Nature’s rhythm through my garden and through me

Posted by Victoria Gagliano
Wednesday, May 27, 2009

Summer is coming up—my favorite time of year when gardening takes priority over being indoors. This past spring, I really wanted to start my seeds indoors early, but I was so busy with graduate classes, so I pushed aside seed planting. Gratefully though, I did do a seed germination test with my leftover seeds from years past. Actually, what pushed me to test my old seeds was that I had committed to write about it for this site. It’s interesting how that works, but since I shared my thoughts with other contributors here—Megan, Uli, Sarah, Stella and Rich—I was bound to deliver on it. In the future, I would like to cultivate my interests to a greater extent to where my motivation is large enough to propel me forward, and sharing with others enriches it, reinforces it, but is not dependent upon it.

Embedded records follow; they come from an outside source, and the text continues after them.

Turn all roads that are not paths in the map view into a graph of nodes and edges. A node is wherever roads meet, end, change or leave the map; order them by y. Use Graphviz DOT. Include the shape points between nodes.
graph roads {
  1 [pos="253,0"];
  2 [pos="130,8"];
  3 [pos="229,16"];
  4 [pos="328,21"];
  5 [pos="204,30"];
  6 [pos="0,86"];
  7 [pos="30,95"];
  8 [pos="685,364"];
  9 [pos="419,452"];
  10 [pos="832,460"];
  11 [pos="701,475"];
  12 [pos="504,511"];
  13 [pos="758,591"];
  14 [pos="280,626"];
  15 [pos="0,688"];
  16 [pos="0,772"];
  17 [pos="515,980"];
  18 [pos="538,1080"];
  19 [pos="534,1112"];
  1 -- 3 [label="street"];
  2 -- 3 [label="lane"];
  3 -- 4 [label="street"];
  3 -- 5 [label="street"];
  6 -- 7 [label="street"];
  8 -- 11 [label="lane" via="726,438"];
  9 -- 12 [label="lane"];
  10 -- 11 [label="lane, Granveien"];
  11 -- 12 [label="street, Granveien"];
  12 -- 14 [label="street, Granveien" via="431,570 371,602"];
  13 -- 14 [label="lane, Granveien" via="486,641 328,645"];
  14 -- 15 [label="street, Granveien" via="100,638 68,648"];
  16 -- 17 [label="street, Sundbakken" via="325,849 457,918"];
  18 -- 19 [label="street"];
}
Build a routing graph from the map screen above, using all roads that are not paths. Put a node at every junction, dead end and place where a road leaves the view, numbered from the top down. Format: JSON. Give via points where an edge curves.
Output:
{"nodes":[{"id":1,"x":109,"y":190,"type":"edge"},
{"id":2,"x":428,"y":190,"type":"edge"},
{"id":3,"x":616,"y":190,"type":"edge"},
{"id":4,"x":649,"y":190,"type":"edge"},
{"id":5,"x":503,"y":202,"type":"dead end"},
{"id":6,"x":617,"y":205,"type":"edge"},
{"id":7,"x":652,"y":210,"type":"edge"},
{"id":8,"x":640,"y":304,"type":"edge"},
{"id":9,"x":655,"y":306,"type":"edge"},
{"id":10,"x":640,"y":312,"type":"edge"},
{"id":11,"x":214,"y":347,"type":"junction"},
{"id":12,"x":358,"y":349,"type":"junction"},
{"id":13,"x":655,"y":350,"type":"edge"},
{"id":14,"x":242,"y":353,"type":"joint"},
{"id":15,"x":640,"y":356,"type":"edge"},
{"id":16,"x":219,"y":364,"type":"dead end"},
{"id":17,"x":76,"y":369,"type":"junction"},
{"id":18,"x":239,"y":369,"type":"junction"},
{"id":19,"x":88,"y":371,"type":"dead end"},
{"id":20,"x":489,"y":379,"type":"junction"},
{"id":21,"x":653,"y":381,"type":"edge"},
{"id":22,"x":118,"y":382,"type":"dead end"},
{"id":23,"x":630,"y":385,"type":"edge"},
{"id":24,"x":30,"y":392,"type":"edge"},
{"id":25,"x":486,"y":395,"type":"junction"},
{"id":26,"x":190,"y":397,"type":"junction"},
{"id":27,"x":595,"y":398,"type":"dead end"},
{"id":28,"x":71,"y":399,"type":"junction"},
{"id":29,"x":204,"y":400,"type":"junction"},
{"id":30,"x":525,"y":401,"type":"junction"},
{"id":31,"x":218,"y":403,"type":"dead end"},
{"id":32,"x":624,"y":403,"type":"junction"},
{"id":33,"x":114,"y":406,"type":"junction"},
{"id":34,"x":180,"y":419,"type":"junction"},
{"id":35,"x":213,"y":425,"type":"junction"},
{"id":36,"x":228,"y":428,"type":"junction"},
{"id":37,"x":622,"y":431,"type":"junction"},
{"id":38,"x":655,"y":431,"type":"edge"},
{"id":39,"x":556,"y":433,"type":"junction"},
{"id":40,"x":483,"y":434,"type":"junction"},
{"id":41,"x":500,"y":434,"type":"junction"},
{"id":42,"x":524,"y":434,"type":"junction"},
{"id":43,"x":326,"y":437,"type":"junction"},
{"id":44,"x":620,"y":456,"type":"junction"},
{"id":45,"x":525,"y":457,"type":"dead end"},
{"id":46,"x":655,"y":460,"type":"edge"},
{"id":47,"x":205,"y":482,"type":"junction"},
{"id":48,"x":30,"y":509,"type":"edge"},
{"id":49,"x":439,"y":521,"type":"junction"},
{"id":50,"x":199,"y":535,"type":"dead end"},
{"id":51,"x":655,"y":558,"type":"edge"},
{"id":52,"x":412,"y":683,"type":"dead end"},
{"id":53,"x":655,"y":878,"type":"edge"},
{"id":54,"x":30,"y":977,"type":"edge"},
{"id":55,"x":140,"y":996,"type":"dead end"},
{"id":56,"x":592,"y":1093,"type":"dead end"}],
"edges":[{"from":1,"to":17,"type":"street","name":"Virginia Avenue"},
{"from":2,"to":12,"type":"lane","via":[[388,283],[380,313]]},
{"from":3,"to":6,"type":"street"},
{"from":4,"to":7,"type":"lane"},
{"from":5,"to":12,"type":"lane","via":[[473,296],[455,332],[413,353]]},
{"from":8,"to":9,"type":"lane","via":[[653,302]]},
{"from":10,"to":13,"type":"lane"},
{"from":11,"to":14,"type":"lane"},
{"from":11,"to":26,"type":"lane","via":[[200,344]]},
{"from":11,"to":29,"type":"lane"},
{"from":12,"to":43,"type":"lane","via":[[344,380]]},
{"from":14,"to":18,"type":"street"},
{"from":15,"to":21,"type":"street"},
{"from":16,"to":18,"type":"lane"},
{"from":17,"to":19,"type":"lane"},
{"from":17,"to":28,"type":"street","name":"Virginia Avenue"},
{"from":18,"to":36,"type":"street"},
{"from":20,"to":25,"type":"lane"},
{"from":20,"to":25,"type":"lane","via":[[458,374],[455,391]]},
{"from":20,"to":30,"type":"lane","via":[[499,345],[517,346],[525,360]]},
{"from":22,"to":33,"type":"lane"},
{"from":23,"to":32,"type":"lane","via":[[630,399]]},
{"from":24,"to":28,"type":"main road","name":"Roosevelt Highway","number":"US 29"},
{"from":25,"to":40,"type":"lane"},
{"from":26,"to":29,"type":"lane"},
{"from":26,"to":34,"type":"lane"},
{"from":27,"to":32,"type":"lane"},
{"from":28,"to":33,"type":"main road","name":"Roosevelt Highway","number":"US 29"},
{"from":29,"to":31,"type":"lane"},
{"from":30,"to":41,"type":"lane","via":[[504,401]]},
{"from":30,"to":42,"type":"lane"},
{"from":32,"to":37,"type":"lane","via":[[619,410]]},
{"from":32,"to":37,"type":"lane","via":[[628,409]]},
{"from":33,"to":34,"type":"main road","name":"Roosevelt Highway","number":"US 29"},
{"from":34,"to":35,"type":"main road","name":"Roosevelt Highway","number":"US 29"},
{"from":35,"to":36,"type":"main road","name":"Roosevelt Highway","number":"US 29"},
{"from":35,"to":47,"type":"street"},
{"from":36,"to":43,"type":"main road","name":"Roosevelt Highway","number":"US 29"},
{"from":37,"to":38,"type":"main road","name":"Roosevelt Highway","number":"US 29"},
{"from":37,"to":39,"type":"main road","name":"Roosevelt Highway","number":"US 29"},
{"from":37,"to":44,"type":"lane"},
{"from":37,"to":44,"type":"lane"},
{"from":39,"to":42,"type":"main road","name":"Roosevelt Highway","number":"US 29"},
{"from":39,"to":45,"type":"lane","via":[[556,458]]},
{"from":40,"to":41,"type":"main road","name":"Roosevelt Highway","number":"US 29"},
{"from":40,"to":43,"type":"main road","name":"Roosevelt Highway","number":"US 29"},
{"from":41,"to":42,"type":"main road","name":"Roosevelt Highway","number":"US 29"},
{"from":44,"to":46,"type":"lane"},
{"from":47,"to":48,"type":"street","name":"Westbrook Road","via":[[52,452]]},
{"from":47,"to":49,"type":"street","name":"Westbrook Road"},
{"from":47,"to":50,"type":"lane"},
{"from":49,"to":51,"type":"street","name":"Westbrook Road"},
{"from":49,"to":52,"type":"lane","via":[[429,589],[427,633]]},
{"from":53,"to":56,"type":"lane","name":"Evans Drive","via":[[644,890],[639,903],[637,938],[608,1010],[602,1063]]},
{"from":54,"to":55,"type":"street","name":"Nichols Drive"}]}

After the germination tests, I did cull a lot of old seed.  I am really enjoying the clarity and sureness of knowing that all the seeds in my seed storage box are viable. That may sound silly, but it’s a bonus to see the link between effort and results, because in life, it’s not always so clear. For the first time, this spring I looked out at my garden, and realized that its beauty is not only because of the intrinsic beauty that is nature, but also a result of the effort and care of my parents and me. I was moved more by the realization that the garden shows the efforts we have invested in making it beautiful than everything that needs doing.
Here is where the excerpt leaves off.